→ **Aim of the task**:
Since the copy must match the original, write out each record word for word, skipping only the pictures.

Stored data
========

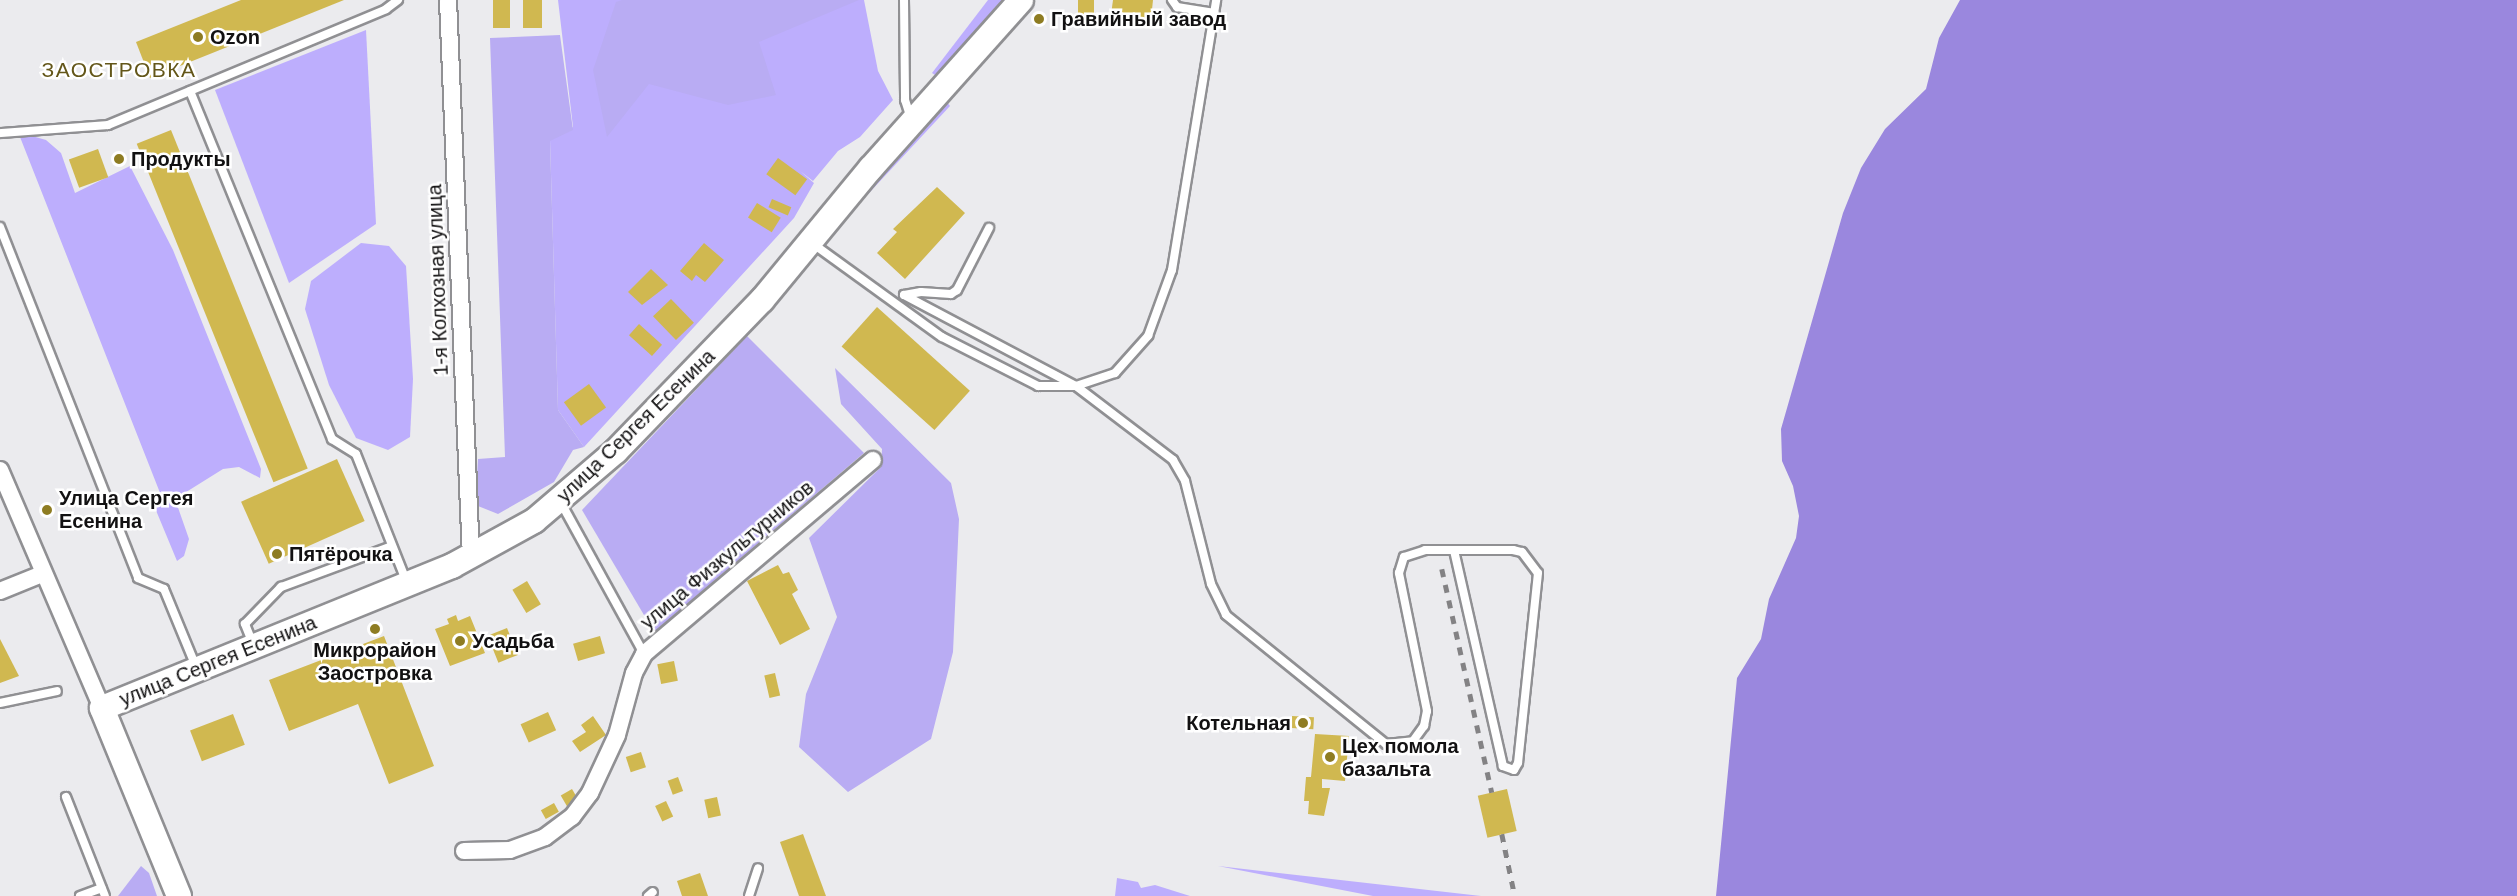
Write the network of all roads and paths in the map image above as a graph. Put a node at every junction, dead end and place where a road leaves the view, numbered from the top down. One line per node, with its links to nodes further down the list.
1 (382, 0): 8 (lane)
2 (398, 0): 8 (lane)
3 (448, 0): 24 (street, 1-я Колхозная улица)
4 (904, 0): 11 (lane)
5 (1021, 0): 11 (street, улица Сергея Есенина)
6 (1172, 0): 9 (lane)
7 (1216, 0): 9 (lane)
8 (386, 9): 10 (lane)
9 (1215, 13): 18 (lane)
10 (190, 91): 12 (lane); 22 (lane)
11 (912, 123): 15 (street, улица Сергея Есенина)
12 (0, 133)
13 (0, 227): 30 (lane)
14 (989, 228): 16 (lane)
15 (811, 243): 17 (lane); 21 (street, улица Сергея Есенина)
16 (904, 295): 17 (lane); 18 (lane)
17 (893, 301): 18 (lane)
18 (1077, 387): 23 (lane)
19 (873, 460): 29 (street, улица Физкультурников)
20 (0, 470): 25 (street)
21 (560, 501): 24 (street, улица Сергея Есенина); 29 (lane)
22 (392, 546): 26 (lane); 28 (lane)
23 (1454, 550): 23 (lane)
24 (471, 558): 26 (street, улица Сергея Есенина)
25 (42, 574): 27 (street); 33 (street)
26 (408, 585): 28 (street, улица Сергея Есенина)
27 (0, 591)
28 (254, 646): 30 (street, улица Сергея Есенина)
29 (644, 654): 35 (street, улица Физкультурников)
30 (197, 669): 33 (street, улица Сергея Есенина)
31 (57, 691): 32 (lane)
32 (0, 703)
33 (102, 708): 39 (street)
34 (66, 797): 37 (lane)
35 (464, 852)
36 (758, 868): 40 (lane)
37 (103, 892): 38 (lane)
38 (80, 896)
39 (179, 896)
40 (749, 896)

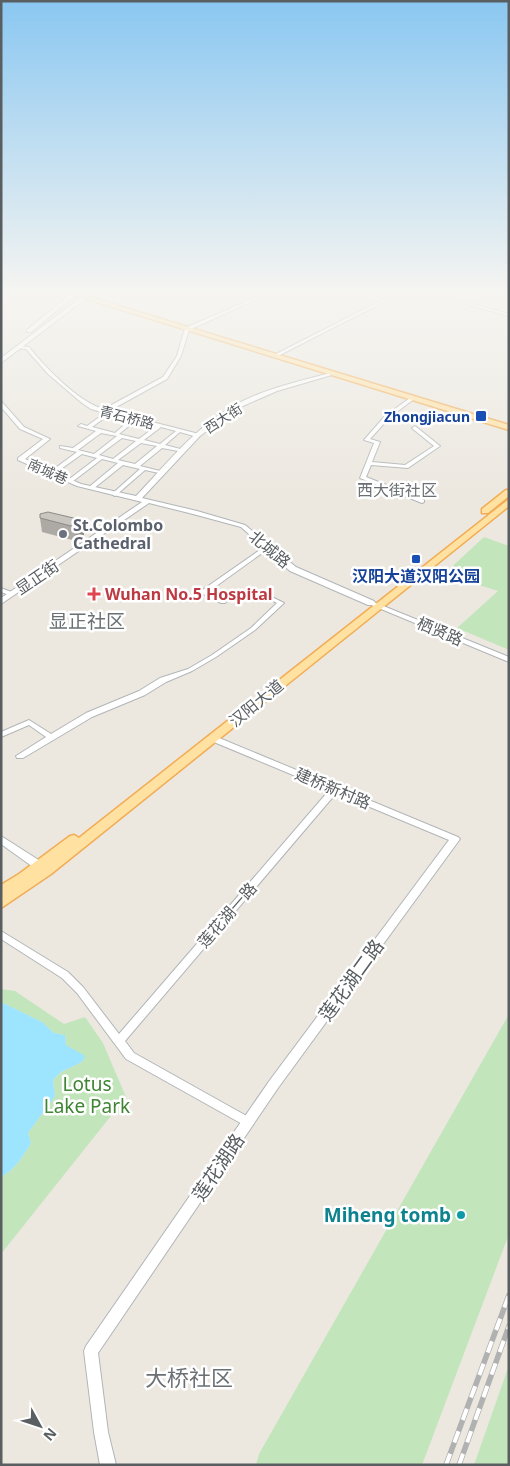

========

→ **Result for this exercise**:
Write the network of all roads and paths in the map image above as a graph. Put a node at every junction, dead end and place where a road leaves the view, numbered from the top down. One line per node, with its links to nodes further down the list.
1 (382, 0): 8 (lane)
2 (398, 0): 8 (lane)
3 (448, 0): 24 (street, 1-я Колхозная улица)
4 (904, 0): 11 (lane)
5 (1021, 0): 11 (street, улица Сергея Есенина)
6 (1172, 0): 9 (lane)
7 (1216, 0): 9 (lane)
8 (386, 9): 10 (lane)
9 (1215, 13): 18 (lane)
10 (190, 91): 12 (lane); 22 (lane)
11 (912, 123): 15 (street, улица Сергея Есенина)
12 (0, 133)
13 (0, 227): 30 (lane)
14 (989, 228): 16 (lane)
15 (811, 243): 17 (lane); 21 (street, улица Сергея Есенина)
16 (904, 295): 17 (lane); 18 (lane)
17 (893, 301): 18 (lane)
18 (1077, 387): 23 (lane)
19 (873, 460): 29 (street, улица Физкультурников)
20 (0, 470): 25 (street)
21 (560, 501): 24 (street, улица Сергея Есенина); 29 (lane)
22 (392, 546): 26 (lane); 28 (lane)
23 (1454, 550): 23 (lane)
24 (471, 558): 26 (street, улица Сергея Есенина)
25 (42, 574): 27 (street); 33 (street)
26 (408, 585): 28 (street, улица Сергея Есенина)
27 (0, 591)
28 (254, 646): 30 (street, улица Сергея Есенина)
29 (644, 654): 35 (street, улица Физкультурников)
30 (197, 669): 33 (street, улица Сергея Есенина)
31 (57, 691): 32 (lane)
32 (0, 703)
33 (102, 708): 39 (street)
34 (66, 797): 37 (lane)
35 (464, 852)
36 (758, 868): 40 (lane)
37 (103, 892): 38 (lane)
38 (80, 896)
39 (179, 896)
40 (749, 896)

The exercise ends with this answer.